Die geplante Abschiebung eines terrorverdächtigen Tunesiers ist einem Bericht zufolge wenige Minuten vor seinem Abflug vom Frankfurter Flughafen gestoppt worden. Der 36-Jährige habe kurz vor dem Start am Mittwoch einen Asylantrag gestellt, berichtete der Radiosender hr-info. Der Mann habe sich zudem mit einem Eilantrag ans Frankfurter Verwaltungsgericht gewandt, um seine Abschiebung zu stoppen. Das Gericht habe diese abbrechen lassen, da über den Asylantrag noch nicht entschieden sei.

Der Mann sei aus dem Flugzeug geholt worden, sagte der Sprecher der Generalstaatsanwaltschaft, Alexander Badle. Dem Bericht zufolge soll der Tunesier seinen Asylantrag mit der Menschenrechtslage in dem nordafrikanischen Land begründet haben - ihm drohe dort die Todesstrafe. Der Mann kam zurück in Untersuchungshaft, wie Badle weiter sagte. Die Ermittlungen gegen ihn dauern an.
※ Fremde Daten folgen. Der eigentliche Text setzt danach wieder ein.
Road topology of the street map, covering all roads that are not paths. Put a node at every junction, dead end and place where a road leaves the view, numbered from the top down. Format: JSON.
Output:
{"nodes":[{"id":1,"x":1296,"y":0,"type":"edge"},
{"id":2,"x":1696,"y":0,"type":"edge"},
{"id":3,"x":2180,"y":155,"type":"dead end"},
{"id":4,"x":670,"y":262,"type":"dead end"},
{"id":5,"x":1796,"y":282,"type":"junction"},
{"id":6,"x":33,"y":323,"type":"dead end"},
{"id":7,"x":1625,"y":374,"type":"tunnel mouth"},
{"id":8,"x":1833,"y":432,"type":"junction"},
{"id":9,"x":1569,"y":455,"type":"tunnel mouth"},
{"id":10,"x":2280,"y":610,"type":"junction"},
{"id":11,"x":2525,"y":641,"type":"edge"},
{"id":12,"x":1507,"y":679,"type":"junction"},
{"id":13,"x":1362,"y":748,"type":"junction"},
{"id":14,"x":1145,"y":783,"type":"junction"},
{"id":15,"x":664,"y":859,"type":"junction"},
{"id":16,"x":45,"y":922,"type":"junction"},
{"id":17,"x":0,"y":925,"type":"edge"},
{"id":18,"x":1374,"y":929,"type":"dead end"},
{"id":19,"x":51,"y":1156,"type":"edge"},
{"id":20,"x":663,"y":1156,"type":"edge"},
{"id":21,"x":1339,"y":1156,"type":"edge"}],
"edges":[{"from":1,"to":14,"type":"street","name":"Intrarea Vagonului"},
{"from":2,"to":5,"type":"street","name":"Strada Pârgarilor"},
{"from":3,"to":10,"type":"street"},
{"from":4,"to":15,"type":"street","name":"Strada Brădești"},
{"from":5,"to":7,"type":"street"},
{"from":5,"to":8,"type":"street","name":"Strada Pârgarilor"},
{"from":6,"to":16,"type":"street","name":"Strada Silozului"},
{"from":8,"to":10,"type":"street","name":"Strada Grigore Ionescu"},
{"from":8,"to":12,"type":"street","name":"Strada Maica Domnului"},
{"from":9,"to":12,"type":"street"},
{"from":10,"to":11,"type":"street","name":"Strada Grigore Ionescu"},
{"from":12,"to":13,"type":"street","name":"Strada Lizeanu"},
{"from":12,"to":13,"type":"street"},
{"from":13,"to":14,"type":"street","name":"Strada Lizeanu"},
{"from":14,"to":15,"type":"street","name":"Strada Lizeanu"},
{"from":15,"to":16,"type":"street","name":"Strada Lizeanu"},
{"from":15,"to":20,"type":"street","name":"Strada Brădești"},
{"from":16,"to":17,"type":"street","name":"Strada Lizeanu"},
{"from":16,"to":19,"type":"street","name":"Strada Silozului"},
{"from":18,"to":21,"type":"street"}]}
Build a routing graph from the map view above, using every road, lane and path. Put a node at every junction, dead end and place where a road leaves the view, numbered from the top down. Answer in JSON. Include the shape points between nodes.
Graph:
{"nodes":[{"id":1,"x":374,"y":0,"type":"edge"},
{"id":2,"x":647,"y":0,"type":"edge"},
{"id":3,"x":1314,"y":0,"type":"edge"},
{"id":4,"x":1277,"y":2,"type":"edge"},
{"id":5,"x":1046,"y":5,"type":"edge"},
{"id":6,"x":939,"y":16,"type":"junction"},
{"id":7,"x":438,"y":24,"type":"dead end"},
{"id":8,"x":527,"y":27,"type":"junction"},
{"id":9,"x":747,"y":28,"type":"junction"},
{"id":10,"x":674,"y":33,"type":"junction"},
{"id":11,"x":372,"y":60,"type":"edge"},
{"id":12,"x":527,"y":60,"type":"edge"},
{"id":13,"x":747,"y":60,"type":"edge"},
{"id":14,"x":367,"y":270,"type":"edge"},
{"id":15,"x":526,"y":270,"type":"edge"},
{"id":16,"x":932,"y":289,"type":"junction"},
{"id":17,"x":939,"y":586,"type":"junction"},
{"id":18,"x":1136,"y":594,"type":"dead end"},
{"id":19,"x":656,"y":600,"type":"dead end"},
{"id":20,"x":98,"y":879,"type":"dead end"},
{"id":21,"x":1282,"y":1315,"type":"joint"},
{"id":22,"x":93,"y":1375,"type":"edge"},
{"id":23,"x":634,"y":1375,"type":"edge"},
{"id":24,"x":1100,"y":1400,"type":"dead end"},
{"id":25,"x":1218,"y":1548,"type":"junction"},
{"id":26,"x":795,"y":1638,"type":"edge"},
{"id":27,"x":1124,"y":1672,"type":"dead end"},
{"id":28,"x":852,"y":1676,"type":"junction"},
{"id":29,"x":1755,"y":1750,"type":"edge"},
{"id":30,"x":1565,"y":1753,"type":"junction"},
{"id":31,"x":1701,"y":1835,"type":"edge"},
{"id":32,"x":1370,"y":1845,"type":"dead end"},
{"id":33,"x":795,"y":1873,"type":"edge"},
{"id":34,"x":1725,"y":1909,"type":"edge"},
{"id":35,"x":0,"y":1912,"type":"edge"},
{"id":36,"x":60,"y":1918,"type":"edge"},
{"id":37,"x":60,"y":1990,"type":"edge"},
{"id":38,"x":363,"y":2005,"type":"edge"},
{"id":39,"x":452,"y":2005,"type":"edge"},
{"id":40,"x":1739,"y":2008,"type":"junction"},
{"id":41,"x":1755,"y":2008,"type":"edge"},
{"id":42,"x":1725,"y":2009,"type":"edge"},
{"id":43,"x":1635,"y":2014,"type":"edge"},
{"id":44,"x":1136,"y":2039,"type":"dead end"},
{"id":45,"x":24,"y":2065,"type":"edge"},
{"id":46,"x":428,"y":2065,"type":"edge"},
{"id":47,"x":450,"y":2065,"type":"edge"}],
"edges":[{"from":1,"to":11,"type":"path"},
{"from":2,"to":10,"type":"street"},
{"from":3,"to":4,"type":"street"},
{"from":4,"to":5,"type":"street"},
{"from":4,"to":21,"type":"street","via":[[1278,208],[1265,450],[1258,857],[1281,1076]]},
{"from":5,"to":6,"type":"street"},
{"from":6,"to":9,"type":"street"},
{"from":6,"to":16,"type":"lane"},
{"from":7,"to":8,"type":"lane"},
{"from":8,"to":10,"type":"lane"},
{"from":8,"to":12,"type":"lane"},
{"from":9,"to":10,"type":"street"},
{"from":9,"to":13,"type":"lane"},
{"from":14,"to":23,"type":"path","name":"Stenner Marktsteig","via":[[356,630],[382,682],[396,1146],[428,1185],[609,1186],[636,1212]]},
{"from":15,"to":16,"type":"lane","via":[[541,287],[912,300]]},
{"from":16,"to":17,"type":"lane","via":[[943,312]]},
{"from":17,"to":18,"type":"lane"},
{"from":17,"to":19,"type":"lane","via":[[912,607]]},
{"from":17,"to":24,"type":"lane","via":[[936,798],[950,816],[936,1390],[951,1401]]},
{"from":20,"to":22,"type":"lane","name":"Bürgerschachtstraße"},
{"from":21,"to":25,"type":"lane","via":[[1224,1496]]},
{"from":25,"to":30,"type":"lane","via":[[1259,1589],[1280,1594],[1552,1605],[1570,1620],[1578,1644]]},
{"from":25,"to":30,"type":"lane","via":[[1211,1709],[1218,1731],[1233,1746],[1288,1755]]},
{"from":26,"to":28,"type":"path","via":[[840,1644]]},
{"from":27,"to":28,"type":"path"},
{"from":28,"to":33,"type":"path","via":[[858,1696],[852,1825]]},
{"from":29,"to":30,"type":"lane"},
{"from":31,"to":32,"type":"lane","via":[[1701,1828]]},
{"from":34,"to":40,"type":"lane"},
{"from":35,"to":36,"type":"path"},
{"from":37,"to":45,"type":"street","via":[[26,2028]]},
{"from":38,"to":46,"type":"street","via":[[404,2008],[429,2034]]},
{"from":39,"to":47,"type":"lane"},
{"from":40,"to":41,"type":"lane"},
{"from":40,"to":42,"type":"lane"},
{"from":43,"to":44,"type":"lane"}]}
Zum Stand des Asylverfahrens wollte der Sprecher nichts sagen.

Der Tunesier war bei einer Razzia am 1. Februar festgenommen worden. Er soll für die Terrormiliz Islamischer Staat (IS) einen Anschlag in Deutschland vorbereitet haben. Der mutmaßliche Islamist war vor seiner Festnahme schon im Zusammenhang mit zwei Terroranschlägen in Tunesien gesucht worden.

Auch der Attentäter vom Berliner Weihnachtsmarktanschlag, Anis Amri, sollte in sein Heimatland Tunesien abgeschoben werden. Die Abschiebung war jedoch nicht möglich, weil das nordafrikanische Land notwendige Papiere nicht rechtzeitig ausstellte. Amri wurde kurz nach dem Anschlag, bei dem er zwölf Menschen tötete, von der Polizei in Italien erschossen.